Human Rights In Islam
Since God is the absolute and the sole master of men and the universe, He is the sovereign Lord, the Sustainer and Nourisher, the Merciful, Whose mercy enshrines all beings; and since He has given each man human dignity and honor, and breathed into him of His own spirit, it follows that, united in Him and through Him, and apart from their other human attributes, men are substantially the same and no tangible and actual distinction can be made among them, on account of their accidental differences such as nationality, color or race. Every human being is thereby related to all others and all become one community of brotherhood in their honorable and pleasant servitude to the most compassionate Lord of the Universe. In such a heavenly atmosphere the Islamic confession of the oneness of God stands dominant and central, and necessarily entails the concept of the oneness of humanity and the brotherhood of mankind.
Although an Islamic state may be set up in any part of the earth, Islam does not seek to restrict human rights or privileges to the geographical limits of its own state. Islam has laid down some universal fundamental rights for humanity as a whole, which are to be observed and respected under all circumstances whether such a person is resident within the territory of the Islamic state or outside it, whether he is at peace or at war. The Quran very clearly states:
"O believers, be you securers of justice, witness for God. Let not detestation for a people move you not to be equitable; be equitable - that is nearer to God-fearing." (5:8)

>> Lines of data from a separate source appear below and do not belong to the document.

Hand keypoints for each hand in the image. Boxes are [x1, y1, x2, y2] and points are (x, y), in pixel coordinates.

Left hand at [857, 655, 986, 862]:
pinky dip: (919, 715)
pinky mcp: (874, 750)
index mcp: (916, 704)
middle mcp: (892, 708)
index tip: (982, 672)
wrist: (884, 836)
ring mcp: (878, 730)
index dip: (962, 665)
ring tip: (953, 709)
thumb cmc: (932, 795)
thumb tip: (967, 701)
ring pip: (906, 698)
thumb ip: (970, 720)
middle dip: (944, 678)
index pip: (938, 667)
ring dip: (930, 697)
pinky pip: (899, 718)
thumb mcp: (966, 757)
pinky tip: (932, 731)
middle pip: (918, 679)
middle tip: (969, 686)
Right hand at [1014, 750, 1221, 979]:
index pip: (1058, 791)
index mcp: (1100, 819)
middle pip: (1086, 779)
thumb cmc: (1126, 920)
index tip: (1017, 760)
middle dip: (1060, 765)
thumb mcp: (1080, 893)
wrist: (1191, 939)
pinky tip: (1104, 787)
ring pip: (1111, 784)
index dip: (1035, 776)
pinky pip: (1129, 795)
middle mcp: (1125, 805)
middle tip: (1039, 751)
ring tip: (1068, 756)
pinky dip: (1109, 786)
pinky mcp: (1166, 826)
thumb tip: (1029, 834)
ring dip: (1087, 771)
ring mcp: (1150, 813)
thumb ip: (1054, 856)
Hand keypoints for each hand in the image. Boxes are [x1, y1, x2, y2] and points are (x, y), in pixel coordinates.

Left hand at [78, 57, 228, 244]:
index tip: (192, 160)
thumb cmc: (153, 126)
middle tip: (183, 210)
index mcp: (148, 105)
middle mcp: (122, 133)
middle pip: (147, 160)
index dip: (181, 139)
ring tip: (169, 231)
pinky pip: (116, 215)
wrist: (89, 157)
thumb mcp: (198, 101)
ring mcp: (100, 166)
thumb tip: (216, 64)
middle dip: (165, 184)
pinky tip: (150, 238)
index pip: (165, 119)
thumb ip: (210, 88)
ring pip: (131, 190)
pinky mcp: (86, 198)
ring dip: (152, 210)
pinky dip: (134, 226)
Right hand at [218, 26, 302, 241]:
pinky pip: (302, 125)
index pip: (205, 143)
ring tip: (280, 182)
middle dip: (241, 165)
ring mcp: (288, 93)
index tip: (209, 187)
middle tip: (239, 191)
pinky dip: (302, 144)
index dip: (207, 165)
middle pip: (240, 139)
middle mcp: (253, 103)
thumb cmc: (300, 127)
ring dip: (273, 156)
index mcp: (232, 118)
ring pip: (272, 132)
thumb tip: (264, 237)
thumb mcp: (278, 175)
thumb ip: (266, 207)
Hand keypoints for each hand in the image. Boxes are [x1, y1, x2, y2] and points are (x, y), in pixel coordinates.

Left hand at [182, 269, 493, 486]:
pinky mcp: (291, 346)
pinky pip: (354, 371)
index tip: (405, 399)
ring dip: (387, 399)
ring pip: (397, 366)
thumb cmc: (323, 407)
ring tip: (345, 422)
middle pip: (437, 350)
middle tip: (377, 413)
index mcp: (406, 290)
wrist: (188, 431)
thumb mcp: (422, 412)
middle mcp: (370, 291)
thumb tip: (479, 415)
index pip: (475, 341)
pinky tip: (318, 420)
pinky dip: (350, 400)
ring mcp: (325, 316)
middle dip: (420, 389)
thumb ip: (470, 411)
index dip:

Human blood is sacred in any case and cannot be spilled without justification. And if anyone violates this sanctity of human blood by killing a soul without justification, the Quran equates it to the killing of entire mankind.
"...Whoso slays a soul not to retaliate for a soul slain, nor for corruption done in the land, should be as if he had slain mankind altogether." (5:32)
It is not permissible to oppress women, children, old people, the sick or the wounded. Women's honor and chastity are to be respected under all circumstances. The hungry person must be fed, the naked clothed and the wounded or diseased treated medically irrespective of whether they belong to the Islamic community or are from among its enemies.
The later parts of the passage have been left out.